**Problem statement**
The answer must consist of every line below that holds the word "import".

######

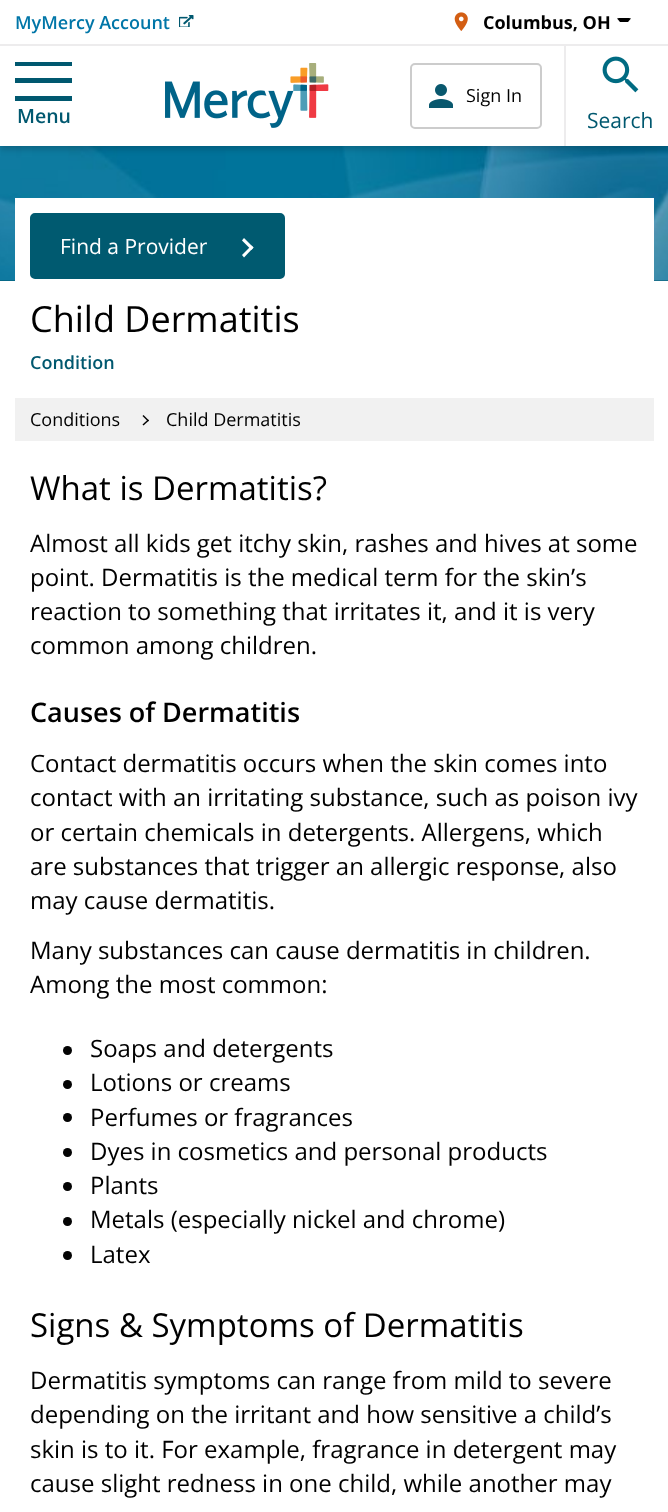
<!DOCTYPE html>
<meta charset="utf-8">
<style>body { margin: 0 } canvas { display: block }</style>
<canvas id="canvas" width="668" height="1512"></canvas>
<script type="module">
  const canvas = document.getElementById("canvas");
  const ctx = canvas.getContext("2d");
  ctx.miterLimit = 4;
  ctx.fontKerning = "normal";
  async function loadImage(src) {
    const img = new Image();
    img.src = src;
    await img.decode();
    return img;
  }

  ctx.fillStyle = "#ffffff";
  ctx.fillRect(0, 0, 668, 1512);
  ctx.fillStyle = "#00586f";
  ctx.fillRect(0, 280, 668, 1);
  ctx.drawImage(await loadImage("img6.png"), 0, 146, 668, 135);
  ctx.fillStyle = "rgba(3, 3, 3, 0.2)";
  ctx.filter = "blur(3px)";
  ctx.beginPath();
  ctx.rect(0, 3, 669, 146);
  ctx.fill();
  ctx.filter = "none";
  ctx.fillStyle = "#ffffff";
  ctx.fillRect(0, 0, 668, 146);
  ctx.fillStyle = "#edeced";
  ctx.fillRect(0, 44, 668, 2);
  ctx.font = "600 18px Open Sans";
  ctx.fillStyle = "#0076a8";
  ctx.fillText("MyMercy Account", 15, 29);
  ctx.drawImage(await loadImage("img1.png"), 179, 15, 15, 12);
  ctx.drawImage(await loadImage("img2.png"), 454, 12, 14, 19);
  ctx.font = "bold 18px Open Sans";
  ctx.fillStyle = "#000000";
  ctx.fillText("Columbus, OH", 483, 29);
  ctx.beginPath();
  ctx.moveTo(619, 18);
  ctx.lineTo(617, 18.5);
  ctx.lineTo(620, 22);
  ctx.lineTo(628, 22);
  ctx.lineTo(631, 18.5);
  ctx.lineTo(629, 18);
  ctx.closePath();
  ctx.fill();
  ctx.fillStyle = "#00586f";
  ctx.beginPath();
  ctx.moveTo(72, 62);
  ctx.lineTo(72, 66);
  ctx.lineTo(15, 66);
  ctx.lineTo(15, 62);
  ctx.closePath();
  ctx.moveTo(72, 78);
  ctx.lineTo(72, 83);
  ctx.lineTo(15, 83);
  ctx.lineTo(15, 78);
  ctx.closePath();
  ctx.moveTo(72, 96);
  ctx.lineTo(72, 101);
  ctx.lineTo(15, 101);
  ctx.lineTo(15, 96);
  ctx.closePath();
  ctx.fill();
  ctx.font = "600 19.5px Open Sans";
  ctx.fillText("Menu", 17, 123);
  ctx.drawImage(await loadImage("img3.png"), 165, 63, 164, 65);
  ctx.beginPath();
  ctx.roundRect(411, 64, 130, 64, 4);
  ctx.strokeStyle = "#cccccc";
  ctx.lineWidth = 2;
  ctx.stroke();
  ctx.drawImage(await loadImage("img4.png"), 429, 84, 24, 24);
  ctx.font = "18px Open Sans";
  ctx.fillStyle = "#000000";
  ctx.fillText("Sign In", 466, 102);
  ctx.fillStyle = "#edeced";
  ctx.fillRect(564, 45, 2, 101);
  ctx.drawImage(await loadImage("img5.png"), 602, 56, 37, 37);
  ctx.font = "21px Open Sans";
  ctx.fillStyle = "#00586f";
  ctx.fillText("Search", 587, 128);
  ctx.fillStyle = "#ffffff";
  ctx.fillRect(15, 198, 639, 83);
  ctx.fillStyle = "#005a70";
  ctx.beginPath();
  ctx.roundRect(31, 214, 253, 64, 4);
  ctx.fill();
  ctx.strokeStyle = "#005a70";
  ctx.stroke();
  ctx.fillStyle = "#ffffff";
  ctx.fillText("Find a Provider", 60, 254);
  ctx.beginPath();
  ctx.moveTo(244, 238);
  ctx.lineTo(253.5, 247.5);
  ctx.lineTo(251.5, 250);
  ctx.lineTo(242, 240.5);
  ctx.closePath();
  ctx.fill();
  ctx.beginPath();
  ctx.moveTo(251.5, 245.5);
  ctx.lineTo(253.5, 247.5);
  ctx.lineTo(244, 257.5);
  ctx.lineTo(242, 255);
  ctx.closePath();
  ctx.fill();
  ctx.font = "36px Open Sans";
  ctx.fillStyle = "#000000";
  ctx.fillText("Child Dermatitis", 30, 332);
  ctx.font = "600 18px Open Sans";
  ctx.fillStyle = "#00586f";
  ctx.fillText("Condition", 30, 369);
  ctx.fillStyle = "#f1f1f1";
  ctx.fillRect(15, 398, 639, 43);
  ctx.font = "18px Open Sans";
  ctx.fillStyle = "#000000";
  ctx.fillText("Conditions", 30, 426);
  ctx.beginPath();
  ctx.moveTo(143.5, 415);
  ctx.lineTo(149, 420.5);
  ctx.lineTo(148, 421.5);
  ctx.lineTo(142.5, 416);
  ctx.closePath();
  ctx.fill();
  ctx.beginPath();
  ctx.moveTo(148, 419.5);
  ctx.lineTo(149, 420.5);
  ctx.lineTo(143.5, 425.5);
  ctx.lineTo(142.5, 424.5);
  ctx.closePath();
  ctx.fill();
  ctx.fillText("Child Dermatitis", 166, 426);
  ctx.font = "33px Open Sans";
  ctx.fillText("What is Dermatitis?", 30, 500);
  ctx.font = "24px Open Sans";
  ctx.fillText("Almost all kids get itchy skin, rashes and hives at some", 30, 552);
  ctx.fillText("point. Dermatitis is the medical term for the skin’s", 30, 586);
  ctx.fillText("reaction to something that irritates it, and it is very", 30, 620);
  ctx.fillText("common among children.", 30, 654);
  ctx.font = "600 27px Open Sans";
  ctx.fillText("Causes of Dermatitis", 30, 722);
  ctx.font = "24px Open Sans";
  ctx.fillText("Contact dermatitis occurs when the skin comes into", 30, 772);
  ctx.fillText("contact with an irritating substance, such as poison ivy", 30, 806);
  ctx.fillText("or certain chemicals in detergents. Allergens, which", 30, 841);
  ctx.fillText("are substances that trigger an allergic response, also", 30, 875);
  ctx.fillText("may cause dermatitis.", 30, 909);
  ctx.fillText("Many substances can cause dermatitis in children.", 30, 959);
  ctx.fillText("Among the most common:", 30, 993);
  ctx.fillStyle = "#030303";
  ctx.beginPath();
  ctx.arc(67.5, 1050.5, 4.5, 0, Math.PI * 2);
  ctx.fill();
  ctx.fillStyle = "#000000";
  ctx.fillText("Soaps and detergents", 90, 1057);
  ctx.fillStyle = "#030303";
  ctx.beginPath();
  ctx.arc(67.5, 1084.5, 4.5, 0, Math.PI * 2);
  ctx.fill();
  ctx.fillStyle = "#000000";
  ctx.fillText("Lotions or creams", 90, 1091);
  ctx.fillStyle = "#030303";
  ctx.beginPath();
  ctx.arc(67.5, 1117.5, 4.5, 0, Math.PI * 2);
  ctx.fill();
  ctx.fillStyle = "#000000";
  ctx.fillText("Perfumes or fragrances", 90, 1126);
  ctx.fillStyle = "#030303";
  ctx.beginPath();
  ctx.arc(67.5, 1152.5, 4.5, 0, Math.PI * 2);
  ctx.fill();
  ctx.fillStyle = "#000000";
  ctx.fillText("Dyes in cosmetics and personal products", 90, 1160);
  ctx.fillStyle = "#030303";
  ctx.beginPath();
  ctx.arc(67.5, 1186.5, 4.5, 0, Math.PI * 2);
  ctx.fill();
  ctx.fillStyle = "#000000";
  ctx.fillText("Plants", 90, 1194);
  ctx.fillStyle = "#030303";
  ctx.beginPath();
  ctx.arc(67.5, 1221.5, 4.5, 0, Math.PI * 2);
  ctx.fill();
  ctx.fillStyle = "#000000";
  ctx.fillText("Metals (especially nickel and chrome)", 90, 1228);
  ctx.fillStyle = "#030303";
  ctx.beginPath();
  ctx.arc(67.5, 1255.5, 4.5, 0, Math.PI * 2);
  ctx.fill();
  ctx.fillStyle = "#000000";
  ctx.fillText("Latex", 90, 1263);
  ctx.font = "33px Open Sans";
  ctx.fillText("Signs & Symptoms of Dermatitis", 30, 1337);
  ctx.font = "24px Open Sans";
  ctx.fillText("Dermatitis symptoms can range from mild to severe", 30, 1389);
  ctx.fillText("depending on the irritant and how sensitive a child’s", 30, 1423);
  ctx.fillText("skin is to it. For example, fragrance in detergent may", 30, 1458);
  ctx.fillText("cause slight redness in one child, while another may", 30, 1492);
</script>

######

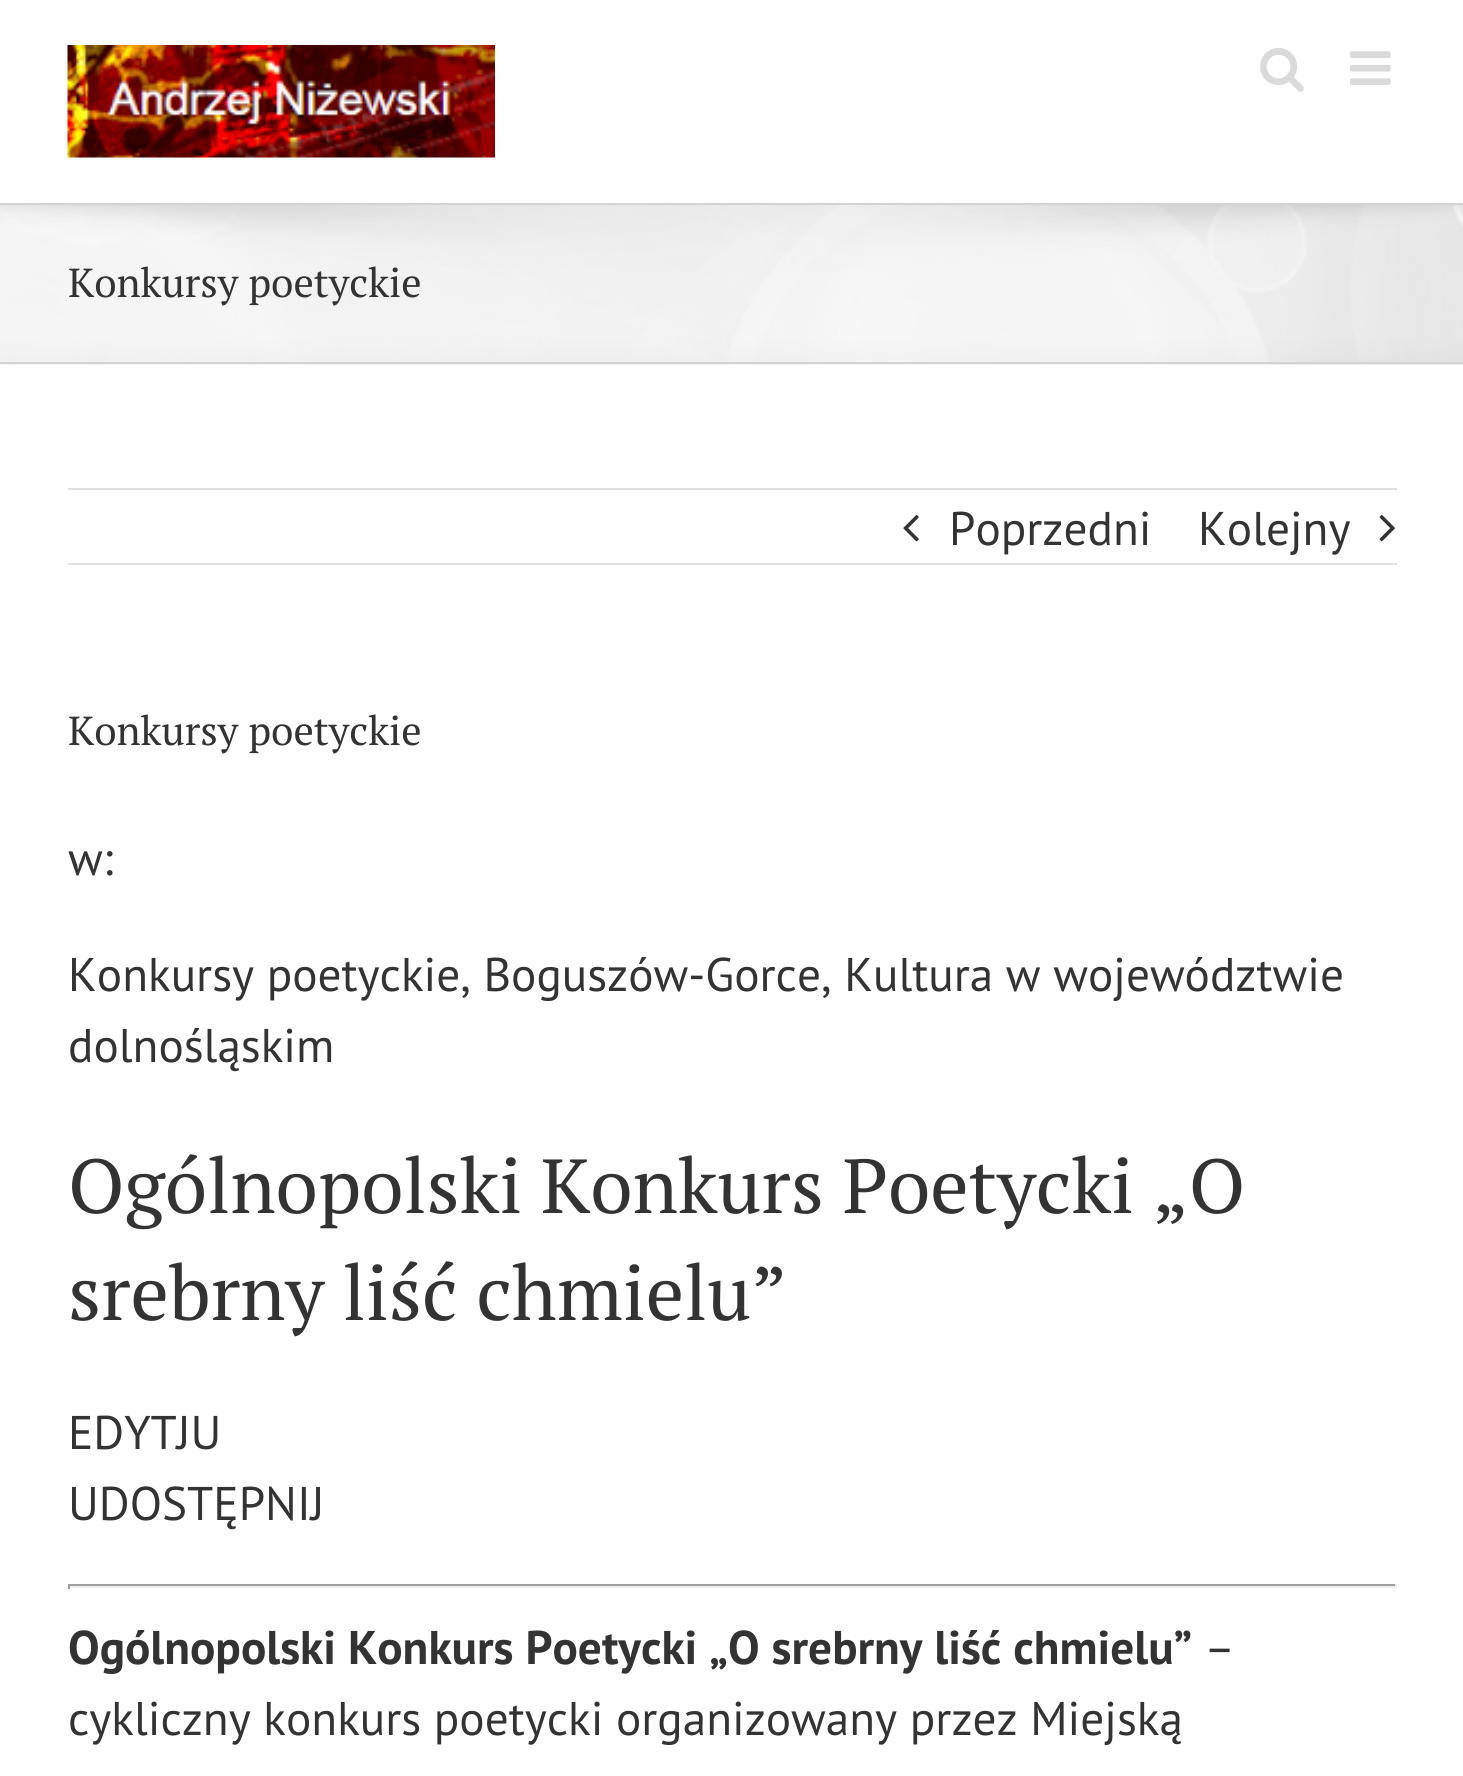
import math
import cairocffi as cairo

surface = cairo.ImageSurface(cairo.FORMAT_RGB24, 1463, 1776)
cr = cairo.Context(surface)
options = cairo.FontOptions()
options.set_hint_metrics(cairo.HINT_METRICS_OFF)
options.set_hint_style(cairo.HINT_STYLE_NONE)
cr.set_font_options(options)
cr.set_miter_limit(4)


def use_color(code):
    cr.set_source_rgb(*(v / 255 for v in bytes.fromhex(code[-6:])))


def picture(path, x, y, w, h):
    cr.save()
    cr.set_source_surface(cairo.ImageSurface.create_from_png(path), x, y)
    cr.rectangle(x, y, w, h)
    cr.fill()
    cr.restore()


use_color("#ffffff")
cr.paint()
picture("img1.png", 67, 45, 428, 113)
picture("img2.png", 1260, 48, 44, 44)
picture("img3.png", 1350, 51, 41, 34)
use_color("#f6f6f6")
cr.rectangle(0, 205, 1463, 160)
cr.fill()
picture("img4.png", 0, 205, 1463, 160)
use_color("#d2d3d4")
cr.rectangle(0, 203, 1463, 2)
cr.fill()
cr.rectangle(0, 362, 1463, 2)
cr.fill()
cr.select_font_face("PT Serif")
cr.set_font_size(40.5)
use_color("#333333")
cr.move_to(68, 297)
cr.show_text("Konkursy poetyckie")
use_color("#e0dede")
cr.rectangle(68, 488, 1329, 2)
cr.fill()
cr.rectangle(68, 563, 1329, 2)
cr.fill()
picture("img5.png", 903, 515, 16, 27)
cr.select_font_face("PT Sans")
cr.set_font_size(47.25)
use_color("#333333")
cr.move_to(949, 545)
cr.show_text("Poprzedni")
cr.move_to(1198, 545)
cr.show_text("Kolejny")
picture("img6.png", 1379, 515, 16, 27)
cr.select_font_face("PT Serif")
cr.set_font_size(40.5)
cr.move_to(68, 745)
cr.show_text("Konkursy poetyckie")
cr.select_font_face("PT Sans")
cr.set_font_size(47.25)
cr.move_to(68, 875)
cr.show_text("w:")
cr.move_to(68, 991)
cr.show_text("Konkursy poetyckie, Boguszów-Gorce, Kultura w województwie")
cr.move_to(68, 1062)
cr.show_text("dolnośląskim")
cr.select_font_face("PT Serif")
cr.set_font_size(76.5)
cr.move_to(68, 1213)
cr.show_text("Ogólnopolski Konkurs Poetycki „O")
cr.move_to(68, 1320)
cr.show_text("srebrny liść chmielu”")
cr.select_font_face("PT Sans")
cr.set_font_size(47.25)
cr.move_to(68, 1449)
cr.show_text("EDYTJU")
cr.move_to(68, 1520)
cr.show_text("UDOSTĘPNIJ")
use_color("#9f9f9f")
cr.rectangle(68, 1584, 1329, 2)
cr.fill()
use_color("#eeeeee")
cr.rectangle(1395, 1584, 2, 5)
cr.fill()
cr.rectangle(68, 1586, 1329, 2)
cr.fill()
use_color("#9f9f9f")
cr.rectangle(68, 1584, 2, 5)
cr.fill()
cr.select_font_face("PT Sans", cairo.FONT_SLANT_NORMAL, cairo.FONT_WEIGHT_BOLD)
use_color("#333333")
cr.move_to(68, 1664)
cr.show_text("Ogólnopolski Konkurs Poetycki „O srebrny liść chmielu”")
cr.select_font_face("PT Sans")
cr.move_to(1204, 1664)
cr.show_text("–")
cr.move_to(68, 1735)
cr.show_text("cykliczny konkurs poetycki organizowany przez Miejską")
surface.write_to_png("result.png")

######

**Response below**
import math
import cairocffi as cairo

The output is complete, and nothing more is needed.